An unchanged copy of all the lines below is expected, and it should contain no pictures.

Recorded information: Begin

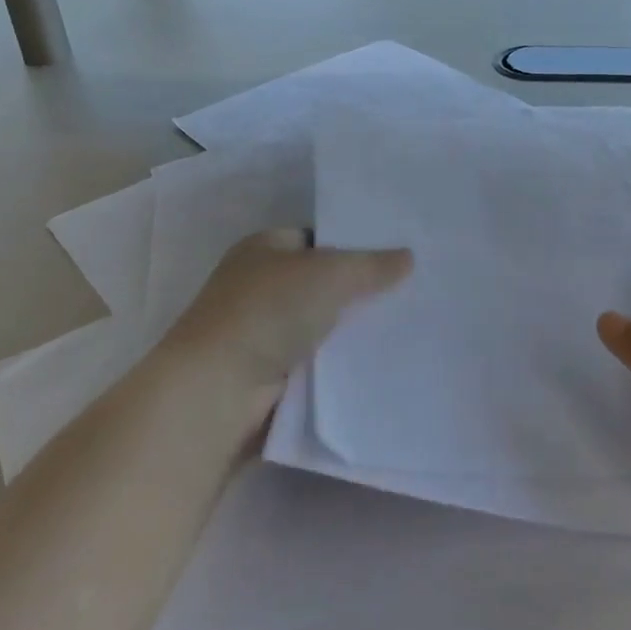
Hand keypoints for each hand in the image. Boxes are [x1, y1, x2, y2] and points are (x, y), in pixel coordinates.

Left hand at [174, 229, 412, 395]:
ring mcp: (262, 332)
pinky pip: (317, 361)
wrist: (218, 392)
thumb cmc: (269, 311)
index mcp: (263, 248)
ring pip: (322, 323)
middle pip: (321, 281)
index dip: (354, 242)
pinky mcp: (269, 375)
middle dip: (359, 288)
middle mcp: (258, 286)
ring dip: (352, 329)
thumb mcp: (331, 273)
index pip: (317, 237)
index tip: (397, 252)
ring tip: (408, 323)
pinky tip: (379, 360)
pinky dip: (340, 363)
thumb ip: (372, 265)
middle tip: (412, 288)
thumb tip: (408, 257)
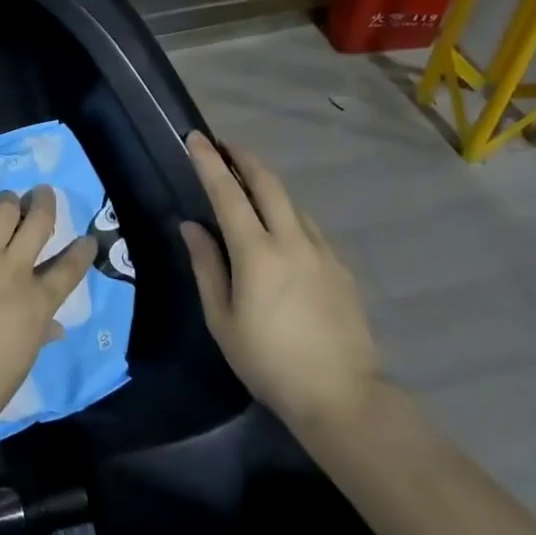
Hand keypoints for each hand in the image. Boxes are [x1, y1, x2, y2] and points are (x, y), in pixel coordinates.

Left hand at [0, 188, 94, 427]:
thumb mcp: (23, 362)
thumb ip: (40, 335)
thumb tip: (57, 329)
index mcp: (39, 302)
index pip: (70, 268)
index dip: (81, 250)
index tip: (86, 238)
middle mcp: (15, 270)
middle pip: (39, 222)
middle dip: (44, 202)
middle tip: (42, 193)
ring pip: (4, 210)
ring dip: (7, 202)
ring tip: (6, 200)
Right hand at [180, 132, 380, 429]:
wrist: (343, 396)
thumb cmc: (269, 362)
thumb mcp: (223, 320)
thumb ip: (206, 267)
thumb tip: (192, 226)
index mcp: (257, 253)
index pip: (227, 194)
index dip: (209, 162)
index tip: (196, 138)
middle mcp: (292, 241)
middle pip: (268, 183)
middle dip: (244, 158)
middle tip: (225, 148)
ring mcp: (322, 252)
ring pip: (292, 203)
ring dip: (268, 186)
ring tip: (249, 188)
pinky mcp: (341, 268)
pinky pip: (309, 228)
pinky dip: (289, 215)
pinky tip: (282, 232)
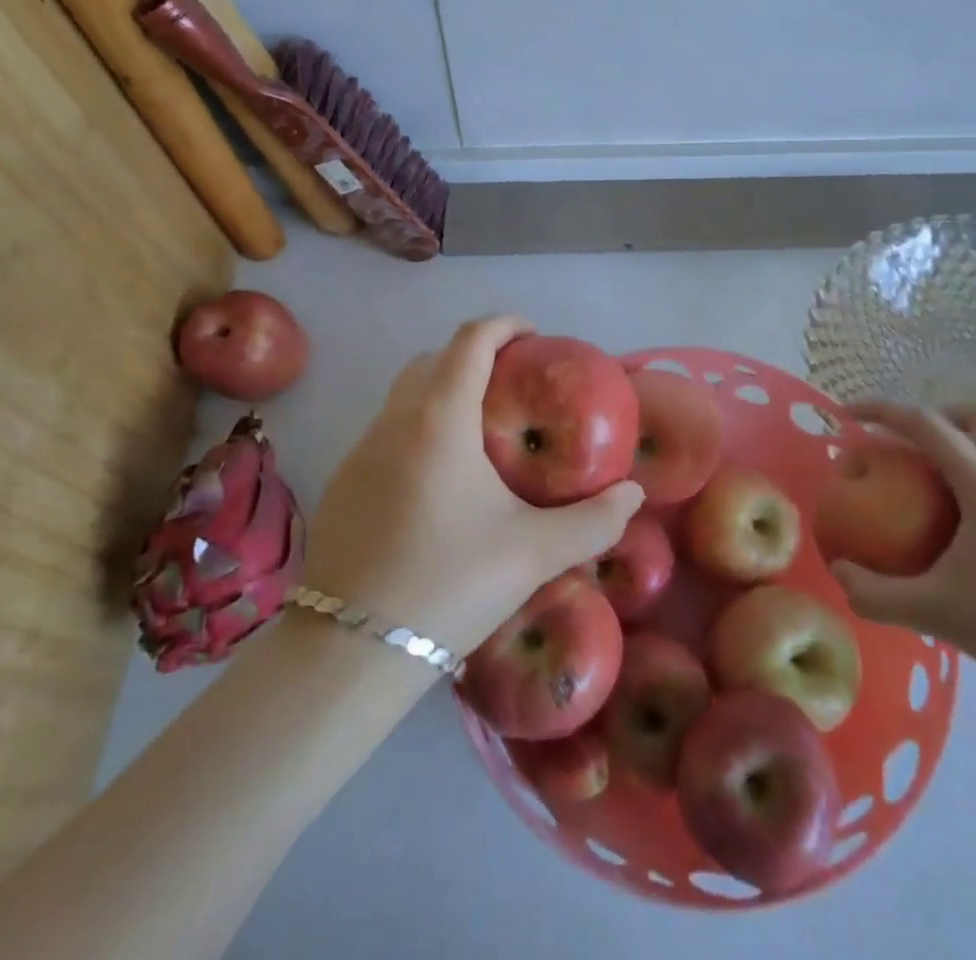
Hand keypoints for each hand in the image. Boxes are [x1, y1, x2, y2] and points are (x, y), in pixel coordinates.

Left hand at [301, 316, 643, 658]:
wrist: (351, 652)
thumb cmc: (451, 584)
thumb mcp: (534, 553)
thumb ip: (594, 521)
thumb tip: (634, 495)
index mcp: (440, 420)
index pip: (470, 340)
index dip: (504, 324)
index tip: (532, 333)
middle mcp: (394, 421)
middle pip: (433, 359)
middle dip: (472, 355)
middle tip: (511, 382)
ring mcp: (360, 451)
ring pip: (403, 395)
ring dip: (441, 392)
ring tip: (479, 431)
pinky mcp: (341, 483)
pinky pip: (385, 432)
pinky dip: (416, 428)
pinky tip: (438, 480)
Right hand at [828, 401, 975, 693]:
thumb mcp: (934, 612)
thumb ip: (876, 594)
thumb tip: (838, 572)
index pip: (925, 424)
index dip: (880, 410)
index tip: (847, 416)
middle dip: (936, 415)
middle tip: (906, 445)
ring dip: (960, 440)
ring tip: (929, 479)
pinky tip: (962, 517)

Recorded information: End

Task result
Hand keypoints for each hand in the image. Boxes are [x1, y1, x2, y2] and points are (x, y), in pixel coordinates.

Left hand at [174, 229, 412, 395]:
ring mcp: (262, 332)
pinky pip: (317, 361)
wrist: (218, 392)
thumb cmc: (269, 311)
index mcp: (263, 248)
ring pip: (322, 323)
middle pip: (321, 281)
index dip: (354, 242)
pinky mcp: (269, 375)
middle dip: (359, 288)
middle mcp: (258, 286)
ring dip: (352, 329)
thumb mcp: (331, 273)
index pip: (317, 237)
index tip: (397, 252)
ring tip: (408, 323)
pinky tip: (379, 360)
pinky dip: (340, 363)
thumb ip: (372, 265)
middle tip: (412, 288)
thumb tip: (408, 257)
Hand keypoints for each hand in the image. Boxes are [x1, y1, x2, y2] and points are (x, y), in pixel coordinates.

Left hand at [0, 188, 94, 427]:
thumb mcp: (23, 362)
thumb ip: (40, 335)
thumb tip: (57, 329)
index mcp: (39, 302)
index pip: (70, 268)
index dip: (81, 250)
index tip: (86, 238)
middle mcp: (15, 270)
middle pip: (39, 222)
middle dip: (44, 202)
middle tip: (42, 193)
ring pip: (4, 210)
ring dip: (7, 202)
ring tip: (6, 200)
Right hand at [180, 132, 380, 429]:
wrist: (343, 396)
thumb cmc: (269, 362)
thumb mcp: (223, 320)
thumb ip: (206, 267)
thumb tip: (192, 226)
index mcp: (257, 253)
index pip: (227, 194)
index dip: (209, 162)
index tip: (196, 138)
middle mcp: (292, 241)
middle pip: (268, 183)
middle dip: (244, 158)
middle tip: (225, 148)
ring mcp: (322, 252)
ring pip: (292, 203)
ring dip: (268, 186)
ring tip: (249, 188)
pinky mcp: (341, 268)
pinky pip: (309, 228)
pinky dip: (289, 215)
pinky tip: (282, 232)
Hand keypoints for each hand in the image. Boxes are [x1, y1, x2, y2] and points are (x, y), in pixel coordinates.

Left hand at [301, 316, 643, 658]:
wrist: (351, 652)
thumb cmc: (451, 584)
thumb mcp: (534, 553)
thumb ip: (594, 521)
thumb tip: (634, 495)
index mcp: (440, 420)
index pip: (470, 340)
index dip: (504, 324)
index tip: (532, 333)
middle mcp: (394, 421)
middle pip: (433, 359)
middle dip: (472, 355)
middle tip: (511, 382)
ring mcp: (360, 451)
ring pip: (403, 395)
ring dip: (441, 392)
ring tip: (479, 431)
pinky mcp: (341, 483)
pinky pip: (385, 432)
pinky dip: (416, 428)
pinky tip: (438, 480)
Right hand at [828, 401, 975, 693]:
thumb mcp: (934, 612)
thumb ip: (876, 594)
thumb tip: (838, 572)
index pip: (925, 424)
index dip: (880, 410)
index tip: (847, 416)
middle dip: (936, 415)
middle tip: (906, 445)
ring dip: (960, 440)
ring tip: (929, 479)
pinky tip: (962, 517)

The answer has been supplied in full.